As a consequence, Tsvangirai has torn his personal credibility to
shreds. Everyone knows there is rarely a link between what he says
and what he does.
Before this
election, after all, Mugabe had agreed a series of reforms. In particular,
he had signed up to the creation of a truly independent Electoral
Commission. Suppose Tsvangirai had said to Jacob Zuma and the other
African leaders ‘if Mugabe breaks his word and fails to carry
out these changes, I will boycott the poll and urge my supporters
not to vote’. Suppose his interlocutors had actually believed
him. Then the pressure would have been on Mugabe to deliver the
reforms. Instead, a wearily familiar sequence played out: Mugabe
broke the deal, Tsvangirai threatened a boycott, no one believed
him – and he duly contested the election anyway.
When not making
empty threats, Tsvangirai can say things that are plain foolish.

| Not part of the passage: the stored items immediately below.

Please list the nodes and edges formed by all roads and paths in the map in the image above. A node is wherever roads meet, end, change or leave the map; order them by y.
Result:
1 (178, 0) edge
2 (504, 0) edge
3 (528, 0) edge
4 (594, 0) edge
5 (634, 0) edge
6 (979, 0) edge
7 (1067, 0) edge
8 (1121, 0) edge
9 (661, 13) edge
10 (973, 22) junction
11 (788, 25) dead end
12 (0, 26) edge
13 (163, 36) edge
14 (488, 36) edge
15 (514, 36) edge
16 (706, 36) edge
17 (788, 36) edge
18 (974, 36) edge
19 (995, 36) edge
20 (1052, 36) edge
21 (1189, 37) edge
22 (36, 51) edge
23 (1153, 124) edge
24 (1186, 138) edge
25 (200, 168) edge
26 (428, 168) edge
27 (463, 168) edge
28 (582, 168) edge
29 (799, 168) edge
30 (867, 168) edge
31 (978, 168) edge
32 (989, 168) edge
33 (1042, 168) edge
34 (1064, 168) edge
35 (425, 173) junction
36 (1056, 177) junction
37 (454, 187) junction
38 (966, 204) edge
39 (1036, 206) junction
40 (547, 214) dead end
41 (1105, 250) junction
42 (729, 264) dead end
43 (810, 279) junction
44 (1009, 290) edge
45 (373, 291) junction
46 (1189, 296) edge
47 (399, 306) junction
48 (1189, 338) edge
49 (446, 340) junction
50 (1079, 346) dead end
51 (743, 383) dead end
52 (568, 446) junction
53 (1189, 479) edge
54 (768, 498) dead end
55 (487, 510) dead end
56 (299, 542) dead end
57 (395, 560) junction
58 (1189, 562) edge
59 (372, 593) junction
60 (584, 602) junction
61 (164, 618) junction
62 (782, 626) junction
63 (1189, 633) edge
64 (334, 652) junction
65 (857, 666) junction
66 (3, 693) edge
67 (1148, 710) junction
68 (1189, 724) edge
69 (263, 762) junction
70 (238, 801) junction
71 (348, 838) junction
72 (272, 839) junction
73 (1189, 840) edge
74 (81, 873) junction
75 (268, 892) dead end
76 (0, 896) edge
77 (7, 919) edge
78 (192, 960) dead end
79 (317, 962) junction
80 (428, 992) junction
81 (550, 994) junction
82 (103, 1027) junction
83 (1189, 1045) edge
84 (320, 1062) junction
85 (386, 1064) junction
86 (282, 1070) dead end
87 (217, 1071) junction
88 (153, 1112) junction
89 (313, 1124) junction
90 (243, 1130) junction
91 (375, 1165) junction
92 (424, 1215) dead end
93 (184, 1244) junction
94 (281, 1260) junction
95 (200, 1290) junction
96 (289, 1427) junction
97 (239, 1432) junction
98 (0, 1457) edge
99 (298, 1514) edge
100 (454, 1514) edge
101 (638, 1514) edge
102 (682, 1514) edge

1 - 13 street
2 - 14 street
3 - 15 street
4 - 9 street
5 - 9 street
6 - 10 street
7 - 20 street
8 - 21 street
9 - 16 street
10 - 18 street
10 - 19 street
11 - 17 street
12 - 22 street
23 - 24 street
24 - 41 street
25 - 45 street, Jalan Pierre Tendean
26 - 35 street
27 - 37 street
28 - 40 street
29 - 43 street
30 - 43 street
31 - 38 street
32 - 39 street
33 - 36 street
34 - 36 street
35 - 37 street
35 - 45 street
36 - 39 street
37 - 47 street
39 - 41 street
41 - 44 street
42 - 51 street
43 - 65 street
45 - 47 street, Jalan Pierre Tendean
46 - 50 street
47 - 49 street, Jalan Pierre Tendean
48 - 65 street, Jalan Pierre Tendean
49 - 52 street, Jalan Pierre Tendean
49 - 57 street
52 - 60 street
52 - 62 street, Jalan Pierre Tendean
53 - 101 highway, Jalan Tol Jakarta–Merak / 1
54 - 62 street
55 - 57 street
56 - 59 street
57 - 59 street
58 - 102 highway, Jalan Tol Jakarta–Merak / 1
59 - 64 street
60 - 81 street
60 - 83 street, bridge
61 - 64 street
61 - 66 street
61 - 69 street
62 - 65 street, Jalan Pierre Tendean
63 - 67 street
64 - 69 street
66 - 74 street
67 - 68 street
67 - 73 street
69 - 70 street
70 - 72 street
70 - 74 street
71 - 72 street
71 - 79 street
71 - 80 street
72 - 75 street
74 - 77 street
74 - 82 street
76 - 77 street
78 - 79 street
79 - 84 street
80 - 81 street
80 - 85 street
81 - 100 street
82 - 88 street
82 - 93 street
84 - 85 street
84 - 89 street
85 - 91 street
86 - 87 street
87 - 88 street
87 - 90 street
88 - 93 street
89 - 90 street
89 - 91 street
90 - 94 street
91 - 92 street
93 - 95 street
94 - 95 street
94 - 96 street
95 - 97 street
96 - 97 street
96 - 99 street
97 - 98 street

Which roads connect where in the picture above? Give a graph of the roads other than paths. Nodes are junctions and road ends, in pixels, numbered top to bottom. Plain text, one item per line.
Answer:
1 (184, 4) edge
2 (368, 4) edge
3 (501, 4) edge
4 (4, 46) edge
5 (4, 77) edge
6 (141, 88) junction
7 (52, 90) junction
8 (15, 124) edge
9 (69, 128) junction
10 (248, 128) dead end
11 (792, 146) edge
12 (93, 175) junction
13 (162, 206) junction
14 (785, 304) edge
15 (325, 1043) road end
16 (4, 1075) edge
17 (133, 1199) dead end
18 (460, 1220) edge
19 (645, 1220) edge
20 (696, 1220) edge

I could cite the occasion in 2000 when he talked of toppling Mugabe
“violently”, thereby handing the regime an opportunity
to charge him with treason. I could recall the time in 2002 when
he fell for an obvious ruse and was filmed discussing Mugabe’s
“elimination” with a shady “political consultant”,
who turned out to be in Zanu-PF’s pay.
In the end,
leaders must take decisions, stick to them and rally their colleagues
behind them. For all his personal warmth, Tsvangirai just cannot
do this.
Most seriously
of all, it was on Tsvangirai’s watch that the MDC split in
two. Think of the consequences of that divorce. First of all, there
was the sordid violence that accompanied the schism, with Tsvangirai’s
supporters assaulting his rivals.
Then there was
the fact that the anti-Mugabe vote has been split at every subsequent
election. If Tsvangirai had been the only opposition candidate in
the 2008 election, the fabled tidal wave of support, big enough
to overwhelm any system of rigging, might actually have swept him
to victory in the first round. But the presence of a third contender,
Simba Makoni, who was endorsed by the rival wing of the MDC, stopped
that from happening.
And what about
Tsvangirai’s performance as prime minister from 2009 onwards?
Sadly, his period in office if not in power showed up all his shortcomings.
A few MDC ministers made an impact, but Tsvangirai personally made
almost none. Despite having a majority in parliament (if the two
MDCs could have worked together) and a majority of ministers in
the cabinet, he failed to use these levers of power. Mugabe outmanoeuvred
or ignored him time and again.
Tsvangirai is
a man of many qualities, but he has failed as a politician. He should
have the wisdom to admit as much and to leave the scene with honour.